### Your objective
From the first line to the last, copy the data exactly and drop the pictures.
= = =
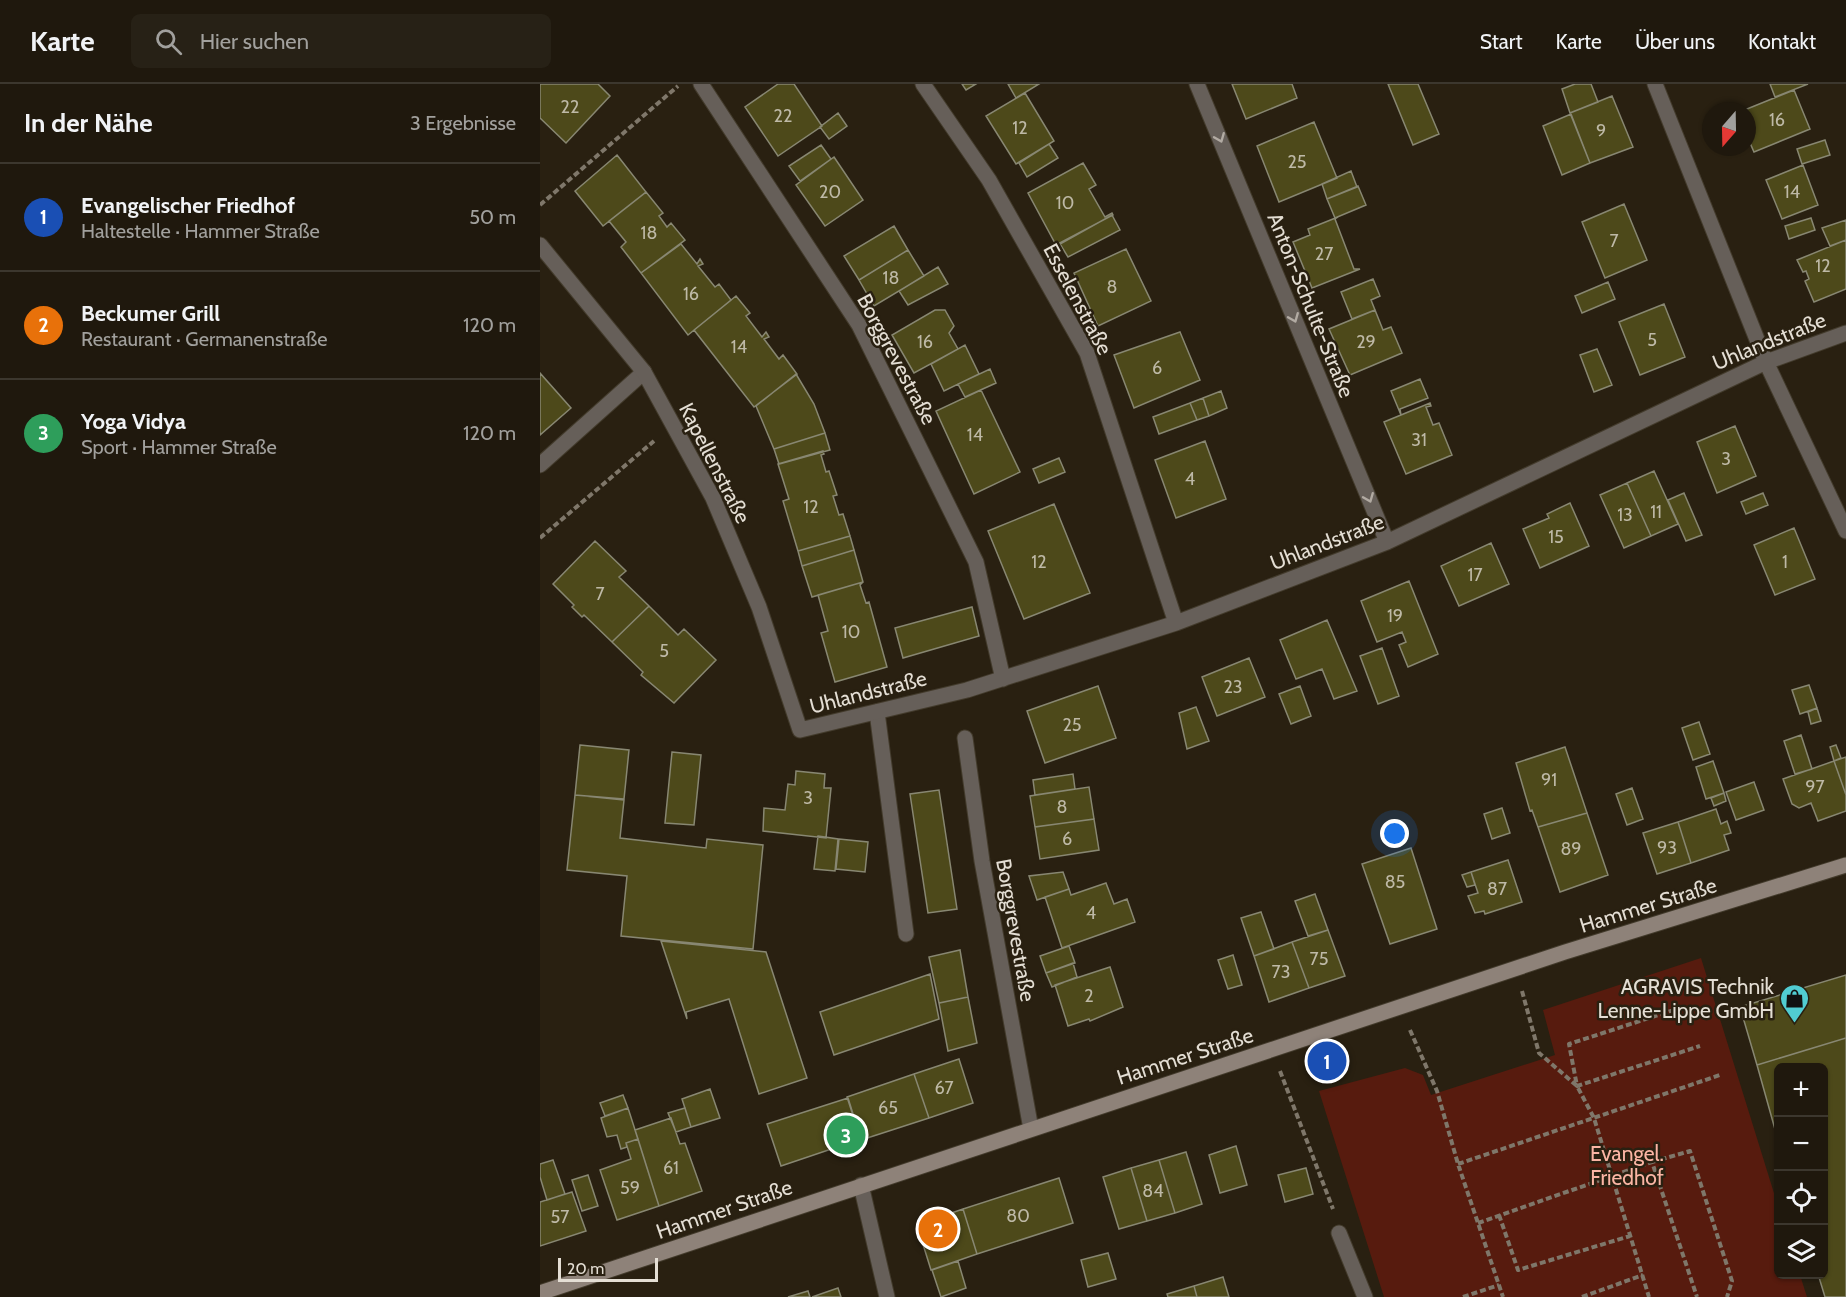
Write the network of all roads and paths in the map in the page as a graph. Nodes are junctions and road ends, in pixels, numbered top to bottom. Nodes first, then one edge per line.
1 (686, 84) edge
2 (701, 84) edge
3 (923, 84) edge
4 (1197, 84) edge
5 (1655, 84) edge
6 (673, 86) edge
7 (540, 205) edge
8 (540, 245) edge
9 (1846, 333) edge
10 (1766, 362) junction
11 (644, 372) junction
12 (673, 425) junction
13 (540, 465) edge
14 (1846, 531) edge
15 (540, 538) edge
16 (1387, 542) junction
17 (1176, 622) junction
18 (1003, 679) junction
19 (877, 712) junction
20 (800, 730) joint
21 (965, 738) dead end
22 (1846, 865) edge
23 (906, 934) dead end
24 (1516, 969) junction
25 (1399, 1007) junction
26 (1683, 1007) dead end
27 (1700, 1046) dead end
28 (1271, 1049) junction
29 (1720, 1075) dead end
30 (1577, 1086) junction
31 (1594, 1118) junction
32 (1030, 1129) junction
33 (1653, 1162) junction
34 (1458, 1164) junction
35 (1612, 1176) junction
36 (861, 1185) junction
37 (1500, 1215) junction
38 (1478, 1223) junction
39 (1339, 1233) joint
40 (1630, 1236) junction
41 (1643, 1275) junction
42 (1499, 1285) junction
43 (540, 1293) edge
44 (886, 1297) edge
45 (1365, 1297) edge
46 (1463, 1297) edge
47 (1503, 1297) edge
48 (1582, 1297) edge
49 (1649, 1297) edge
50 (1697, 1297) edge
51 (1727, 1297) edge

1 - 6 path
2 - 18 street, Borggrevestraße
3 - 17 street, Esselenstraße
4 -> 16 street, Anton-Schulte-Straße
5 - 10 street
6 - 7 path
8 - 11 street, Kapellenstraße
9 - 10 street, Uhlandstraße
10 - 14 street
10 - 16 street, Uhlandstraße
11 - 12 street, Kapellenstraße
11 - 13 street
12 - 15 path
12 - 20 street, Kapellenstraße
16 - 17 street, Uhlandstraße
17 - 18 street, Uhlandstraße
18 - 19 street, Uhlandstraße
19 - 20 street, Uhlandstraße
19 - 23 street
21 - 32 street, Borggrevestraße
22 - 24 main road, Hammer Straße
24 - 25 main road, Hammer Straße
24 - 30 path
25 - 28 main road, Hammer Straße
25 - 34 path
26 - 30 path
27 - 30 path
28 - 32 main road, Hammer Straße
28 - 39 path
29 - 31 path
30 - 31 path
31 - 34 path
31 - 35 path
32 - 36 main road, Hammer Straße
33 - 35 path
33 - 50 path
33 - 51 path
34 - 38 path
35 - 37 path
35 - 40 path
36 - 43 main road, Hammer Straße
36 - 44 street
37 - 38 path
37 - 40 path
38 - 42 path
39 - 45 street
40 - 41 path
41 - 48 path
41 - 49 path
42 - 46 path
42 - 47 path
= = =
### Solution below
Write the network of all roads and paths in the map in the page as a graph. Nodes are junctions and road ends, in pixels, numbered top to bottom. Nodes first, then one edge per line.
1 (686, 84) edge
2 (701, 84) edge
3 (923, 84) edge
4 (1197, 84) edge
5 (1655, 84) edge
6 (673, 86) edge
7 (540, 205) edge
8 (540, 245) edge
9 (1846, 333) edge
10 (1766, 362) junction
11 (644, 372) junction
12 (673, 425) junction
13 (540, 465) edge
14 (1846, 531) edge
15 (540, 538) edge
16 (1387, 542) junction
17 (1176, 622) junction
18 (1003, 679) junction
19 (877, 712) junction
20 (800, 730) joint
21 (965, 738) dead end
22 (1846, 865) edge
23 (906, 934) dead end
24 (1516, 969) junction
25 (1399, 1007) junction
26 (1683, 1007) dead end
27 (1700, 1046) dead end
28 (1271, 1049) junction
29 (1720, 1075) dead end
30 (1577, 1086) junction
31 (1594, 1118) junction
32 (1030, 1129) junction
33 (1653, 1162) junction
34 (1458, 1164) junction
35 (1612, 1176) junction
36 (861, 1185) junction
37 (1500, 1215) junction
38 (1478, 1223) junction
39 (1339, 1233) joint
40 (1630, 1236) junction
41 (1643, 1275) junction
42 (1499, 1285) junction
43 (540, 1293) edge
44 (886, 1297) edge
45 (1365, 1297) edge
46 (1463, 1297) edge
47 (1503, 1297) edge
48 (1582, 1297) edge
49 (1649, 1297) edge
50 (1697, 1297) edge
51 (1727, 1297) edge

1 - 6 path
2 - 18 street, Borggrevestraße
3 - 17 street, Esselenstraße
4 -> 16 street, Anton-Schulte-Straße
5 - 10 street
6 - 7 path
8 - 11 street, Kapellenstraße
9 - 10 street, Uhlandstraße
10 - 14 street
10 - 16 street, Uhlandstraße
11 - 12 street, Kapellenstraße
11 - 13 street
12 - 15 path
12 - 20 street, Kapellenstraße
16 - 17 street, Uhlandstraße
17 - 18 street, Uhlandstraße
18 - 19 street, Uhlandstraße
19 - 20 street, Uhlandstraße
19 - 23 street
21 - 32 street, Borggrevestraße
22 - 24 main road, Hammer Straße
24 - 25 main road, Hammer Straße
24 - 30 path
25 - 28 main road, Hammer Straße
25 - 34 path
26 - 30 path
27 - 30 path
28 - 32 main road, Hammer Straße
28 - 39 path
29 - 31 path
30 - 31 path
31 - 34 path
31 - 35 path
32 - 36 main road, Hammer Straße
33 - 35 path
33 - 50 path
33 - 51 path
34 - 38 path
35 - 37 path
35 - 40 path
36 - 43 main road, Hammer Straße
36 - 44 street
37 - 38 path
37 - 40 path
38 - 42 path
39 - 45 street
40 - 41 path
41 - 48 path
41 - 49 path
42 - 46 path
42 - 47 path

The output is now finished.